第17条「国家賠償請求を認容する判決は、原告個人の損害を全国民が納める税金で補填することを許可するという意味である。」(日本国憲法17条・国家賠償法)
国家賠償訴訟でよく目にするのが「国は責任を取れ」というスローガンである。しかし、実際には不法行為をしたとされる個々の公務員が自腹で賠償することはまずないのであって、結局は国民が納めた税金から賠償金が支払われる。この点が一般国民には見過ごされがちで、むしろ、裁判官の方が強く意識しているように思われる。
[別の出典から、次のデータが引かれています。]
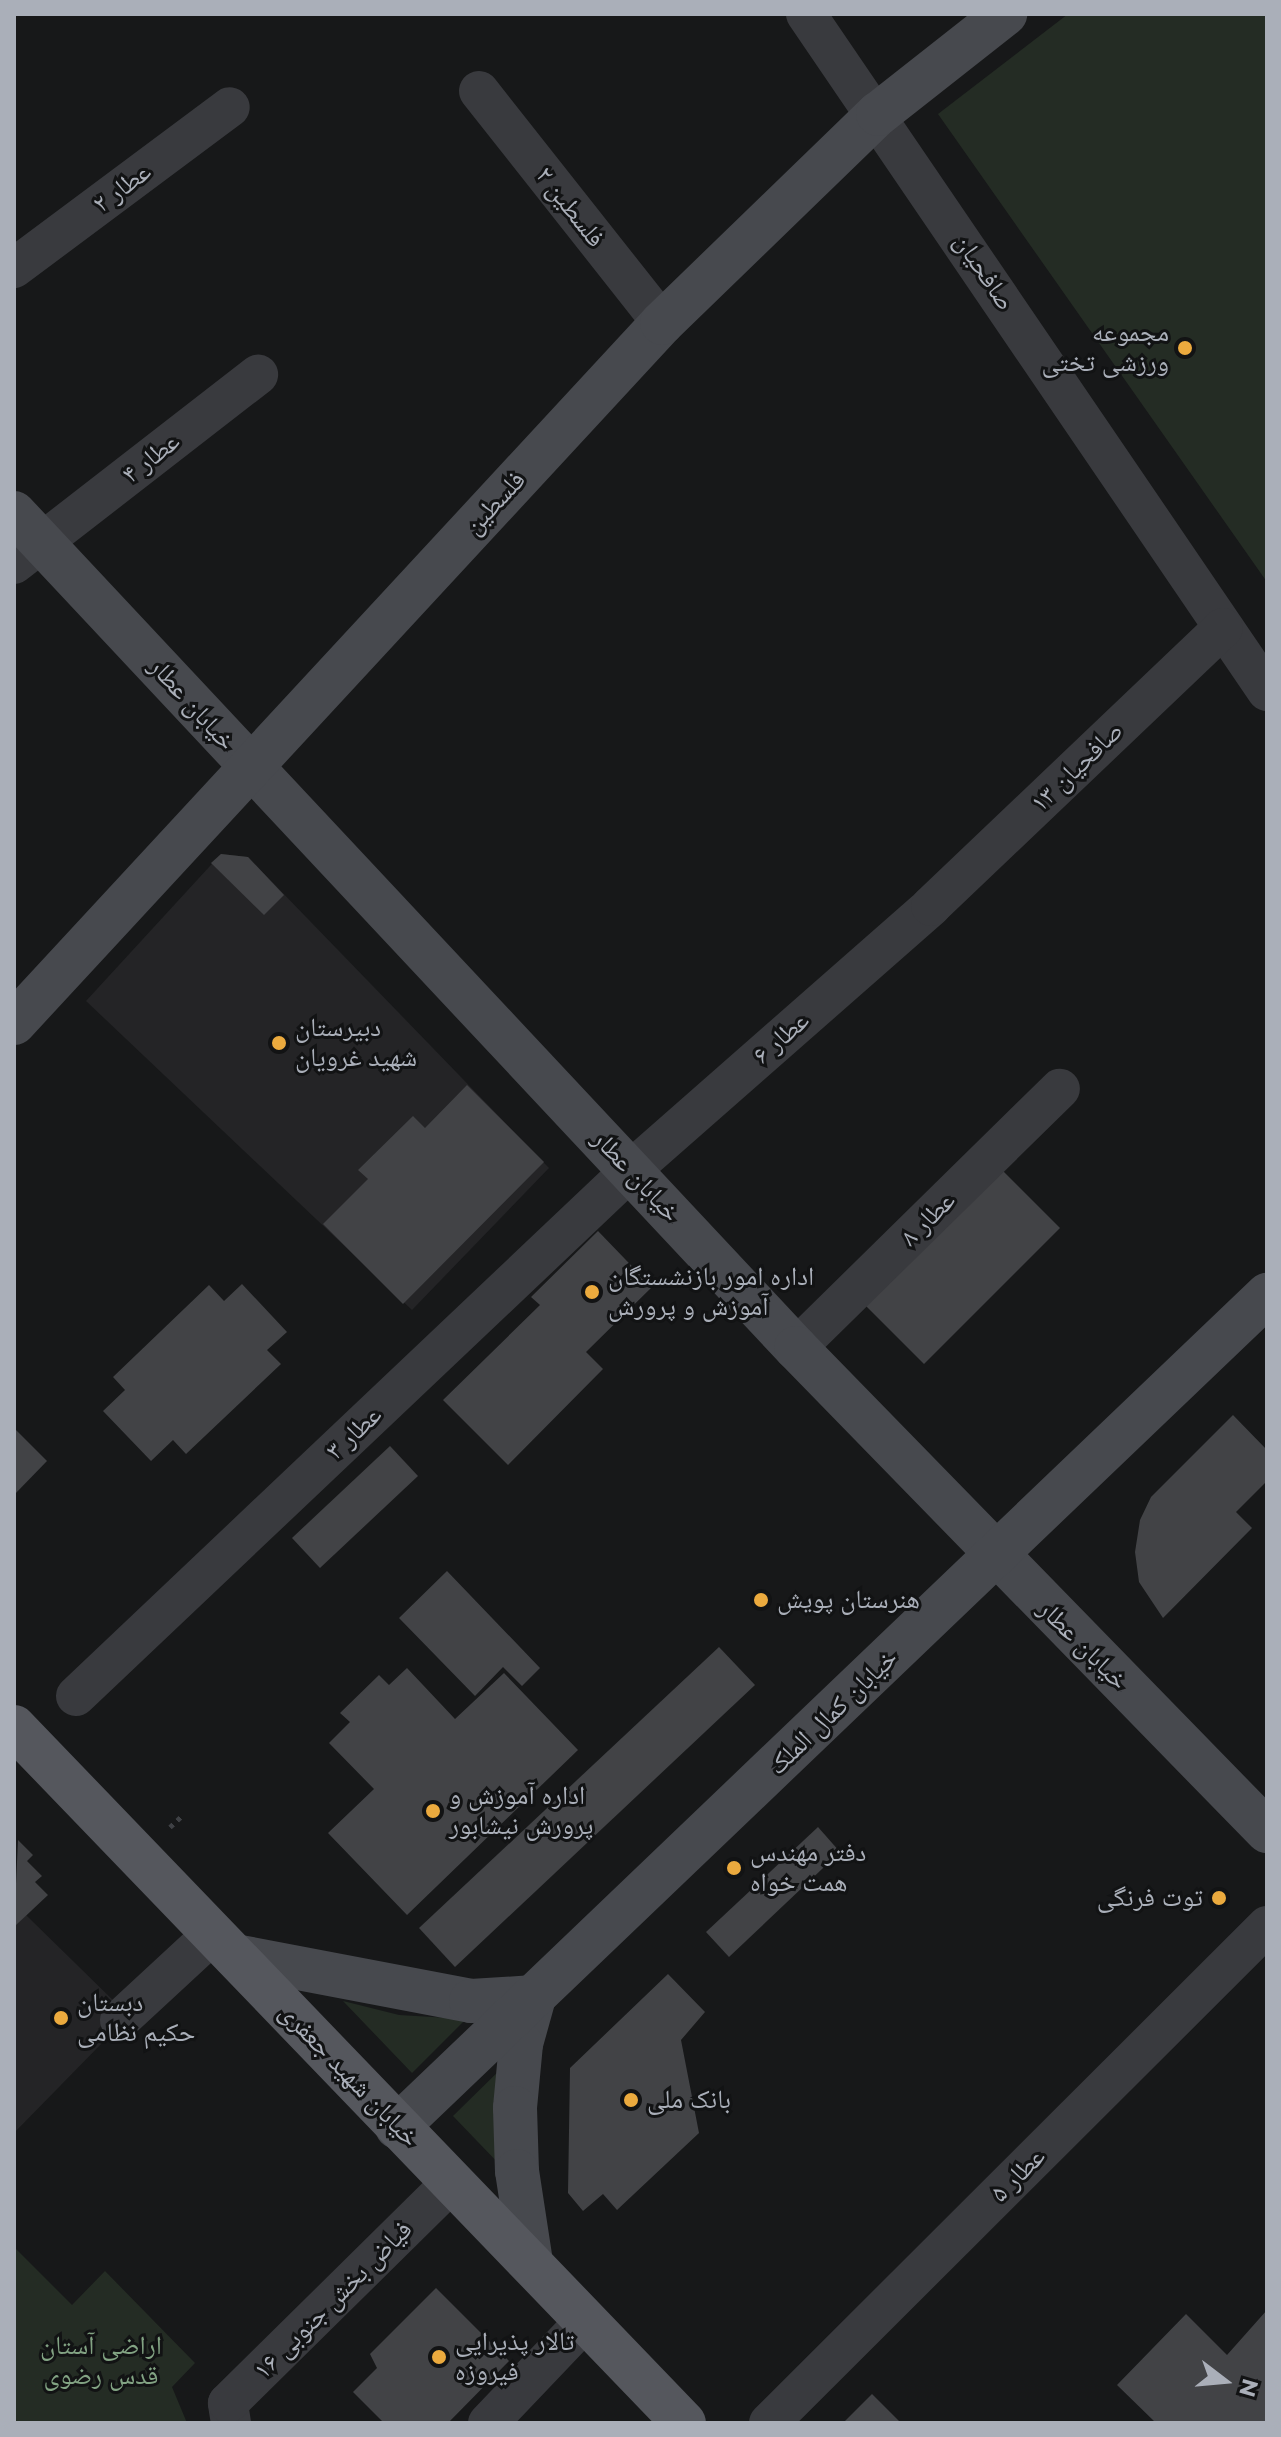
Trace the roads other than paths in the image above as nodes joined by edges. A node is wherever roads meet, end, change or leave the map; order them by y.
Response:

戦後補償裁判が「全国民が等しく受忍しなければならない戦争被害」であるという理屈でなかなか認容されないのも、そこに原因がありそうだ。
逆に、個々の公務員の不法行為と認定するのは難しそうな予防接種訴訟がほとんど勝訴する流れになっているのは、ごく少数の不運な犠牲者は全国民の負担で救済すべきだという感覚が働くからだろう。
しかし、これもB型肝炎のような大規模な問題になると、政策的に貫けるかどうか微妙になってくる。裁判所よりも一般国民に向けた運動が必要とされる理由もそこにあるのではなかろうか。もし、救済要請署名が国民の多数の賛同を得られれば、裁判官も安心して認容判決を出せるだろう。